BLOOD LIBEL

Chinese AIDS Activist Released From Prison, But China Still Has Infected Blood On Its Hands

Chinese AIDS activist Tian Xi  has finally been released after a year in prison for “intentional destruction of property” at the hospital where he was infected with HIV more than a decade ago.

Last August, police in Xincai in the Henan province detained Tian, 24, after he pushed some office supplies off a desk during a heated argument with a hospital administrator.

Really—A year for a few pens and paper clips? That sounds totally reasonable.

Maybe authorities really threw Tian in the clink because he’s been loudly advocating for the tens of thousands of Chinese people infected with HIV through the contaminated national blood supply in the 1990s, well after most countries instituted stringent blood testing. At that time, many poor rural residents were infected through government-run or illegal blood-selling schemes in Henan and other central provinces. Unofficial investigations concluded that local officials covered up the crisis and left infected people to their own fate.
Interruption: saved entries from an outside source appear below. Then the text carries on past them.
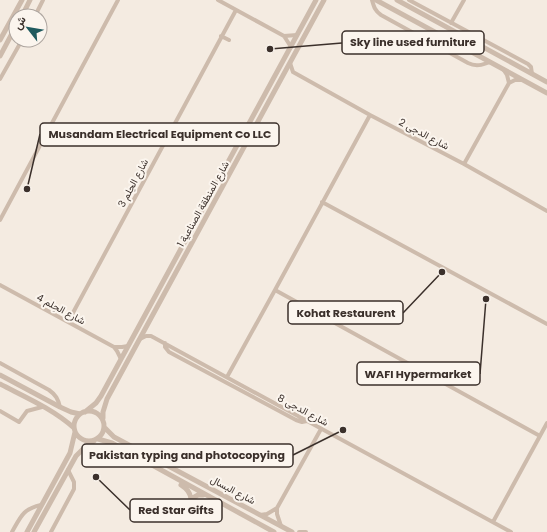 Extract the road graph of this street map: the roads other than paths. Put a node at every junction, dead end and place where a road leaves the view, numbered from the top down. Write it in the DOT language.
graph roads {
  1 [pos="22,0"];
  2 [pos="118,0"];
  3 [pos="218,0"];
  4 [pos="316,0"];
  5 [pos="324,0"];
  6 [pos="372,0"];
  7 [pos="376,0"];
  8 [pos="397,0"];
  9 [pos="409,0"];
  10 [pos="464,0"];
  11 [pos="236,10"];
  12 [pos="451,23"];
  13 [pos="297,35"];
  14 [pos="221,36"];
  15 [pos="284,36"];
  16 [pos="0,40"];
  17 [pos="229,40"];
  18 [pos="8,41"];
  19 [pos="291,47"];
  20 [pos="17,48"];
  21 [pos="0,56"];
  22 [pos="490,62"];
  23 [pos="290,63"];
  24 [pos="503,68"];
  25 [pos="293,72"];
  26 [pos="532,74"];
  27 [pos="282,77"];
  28 [pos="0,79"];
  29 [pos="524,80"];
  30 [pos="547,82"];
  31 [pos="509,83"];
  32 [pos="547,93"];
  33 [pos="370,115"];
  34 [pos="464,164"];
  35 [pos="322,202"];
  36 [pos="547,211"];
  37 [pos="0,220"];
  38 [pos="0,285"];
  39 [pos="275,290"];
  40 [pos="68,322"];
  41 [pos="547,324"];
  42 [pos="147,325"];
  43 [pos="150,336"];
  44 [pos="139,339"];
  45 [pos="165,344"];
  46 [pos="128,346"];
  47 [pos="114,347"];
  48 [pos="121,359"];
  49 [pos="0,363"];
  50 [pos="0,375"];
  51 [pos="226,377"];
  52 [pos="0,384"];
  53 [pos="42,407"];
  54 [pos="60,407"];
  55 [pos="0,412"];
  56 [pos="83,413"];
  57 [pos="103,418"];
  58 [pos="307,421"];
  59 [pos="547,423"];
  60 [pos="105,428"];
  61 [pos="321,428"];
  62 [pos="74,430"];
  63 [pos="540,436"];
  64 [pos="96,440"];
  65 [pos="68,470"];
  66 [pos="172,476"];
  67 [pos="208,496"];
  68 [pos="42,505"];
  69 [pos="277,508"];
  70 [pos="260,515"];
  71 [pos="494,522"];
  72 [pos="281,526"];
  73 [pos="12,532"];
  74 [pos="27,532"];
  75 [pos="34,532"];
  76 [pos="51,532"];
  77 [pos="274,532"];
  78 [pos="292,532"];
  79 [pos="299,532"];
  80 [pos="306,532"];
  81 [pos="511,532"];
  1 -- 16 [label="street"];
  2 -- 37 [label="street"];
  3 -- 11 [label="street"];
  4 -- 13 [label="street, شارع المنطقة الصناعية 1"];
  5 -- 23 [label="street, شارع المنطقة الصناعية 1"];
  6 -- 22 [label="street"];
  7 -- 22 [label="street"];
  8 -- 26 [label="street"];
  9 -- 12 [label="street"];
  10 -- 12 [label="street"];
  11 -- 14 [label="street, شارع الحِلم 3"];
  11 -- 15 [label="street"];
  12 -- 26 [label="street"];
  13 -- 15 [label="street"];
  13 -- 19 [label="street, شارع المنطقة الصناعية 1"];
  14 -- 17 [label="street"];
  14 -- 40 [label="street, شارع الحِلم 3"];
  15 -- 19 [label="street"];
  18 -- 21 [label="street"];
  19 -- 46 [label="street, شارع المنطقة الصناعية 1"];
  20 -- 28 [label="street"];
  22 -- 24 [label="street"];
  23 -- 25 [label="street"];
  23 -- 27 [label="street, شارع المنطقة الصناعية 1"];
  24 -- 29 [label="street"];
  24 -- 31 [label="street"];
  25 -- 27 [label="street"];
  25 -- 33 [label="street, شارع الدجى 2"];
  26 -- 30 [label="street"];
  27 -- 42 [label="street, شارع المنطقة الصناعية 1"];
  29 -- 31 [label="street"];
  29 -- 32 [label="street"];
  31 -- 34 [label="street"];
  33 -- 34 [label="street, شارع الدجى 2"];
  33 -- 35 [label="street"];
  34 -- 36 [label="street, شارع الدجى 2"];
  35 -- 39 [label="street"];
  35 -- 41 [label="street"];
  38 -- 40 [label="street, شارع الحِلم 4"];
  39 -- 51 [label="street"];
  39 -- 63 [label="street"];
  40 -- 47 [label="street, شارع الحِلم 4"];
  42 -- 43 [label="street"];
  42 -- 44 [label="street, شارع المنطقة الصناعية 1"];
  43 -- 44 [label="street"];
  43 -- 45 [label="street, شارع الدجى 8"];
  44 -- 57 [label="street, شارع المنطقة الصناعية 1"];
  45 -- 51 [label="street, شارع الدجى 8"];
  45 -- 58 [label="street"];
  46 -- 47 [label="street"];
  46 -- 48 [label="street, شارع المنطقة الصناعية 1"];
  47 -- 48 [label="street"];
  48 -- 56 [label="street, شارع المنطقة الصناعية 1"];
  49 -- 54 [label="street"];
  50 -- 54 [label="street"];
  51 -- 58 [label="street, شارع الدجى 8"];
  52 -- 53 [label="street"];
  53 -- 55 [label="street"];
  53 -- 62 [label="street"];
  54 -- 56 [label="street"];
  56 -- 57 [label="street"];
  56 -- 62 [label="street"];
  57 -- 60 [label="street"];
  58 -- 61 [label="street, شارع الدجى 8"];
  59 -- 63 [label="street"];
  60 -- 64 [label="street"];
  60 -- 70 [label="street, شارع البسال"];
  61 -- 69 [label="street"];
  61 -- 71 [label="street, شارع الدجى 8"];
  62 -- 64 [label="street"];
  62 -- 68 [label="street"];
  63 -- 71 [label="street"];
  64 -- 65 [label="street"];
  64 -- 66 [label="street, شارع البسال"];
  65 -- 75 [label="street"];
  65 -- 76 [label="street"];
  66 -- 67 [label="street, شارع البسال"];
  66 -- 67 [label="street"];
  67 -- 77 [label="street, شارع البسال"];
  68 -- 73 [label="street"];
  68 -- 74 [label="street"];
  69 -- 70 [label="street"];
  69 -- 72 [label="street"];
  70 -- 72 [label="street, شارع البسال"];
  71 -- 81 [label="street, شارع الدجى 8"];
  72 -- 78 [label="street, شارع البسال"];
  79 -- 80 [label="street"];
}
Tian was only 10 when he was infected at the very hospital he was arrested at last summer. He has spent years lobbying the government for compensation for himself and other victims. “Tian Xi … has shown a greater sense of responsibility for the Chinese blood disaster than many of those double his age who were, in fact, responsible,” said China AIDS Solidarity Network’s Meg Davis. “With no other options, Tian Xi has repeatedly protested on behalf of himself and others, knowing that he would likely be imprisoned eventually, because he wanted to keep this issue alive.”

The government’s health ministry has estimated that some 740,000 people are living with HIV in China—mostly undiagnosed because of the stigma and fear surrounding the virus.

Oh, we’re sure that number’s not an under-representation—the Chinese government has been sooo forthcoming on the issue so far, right?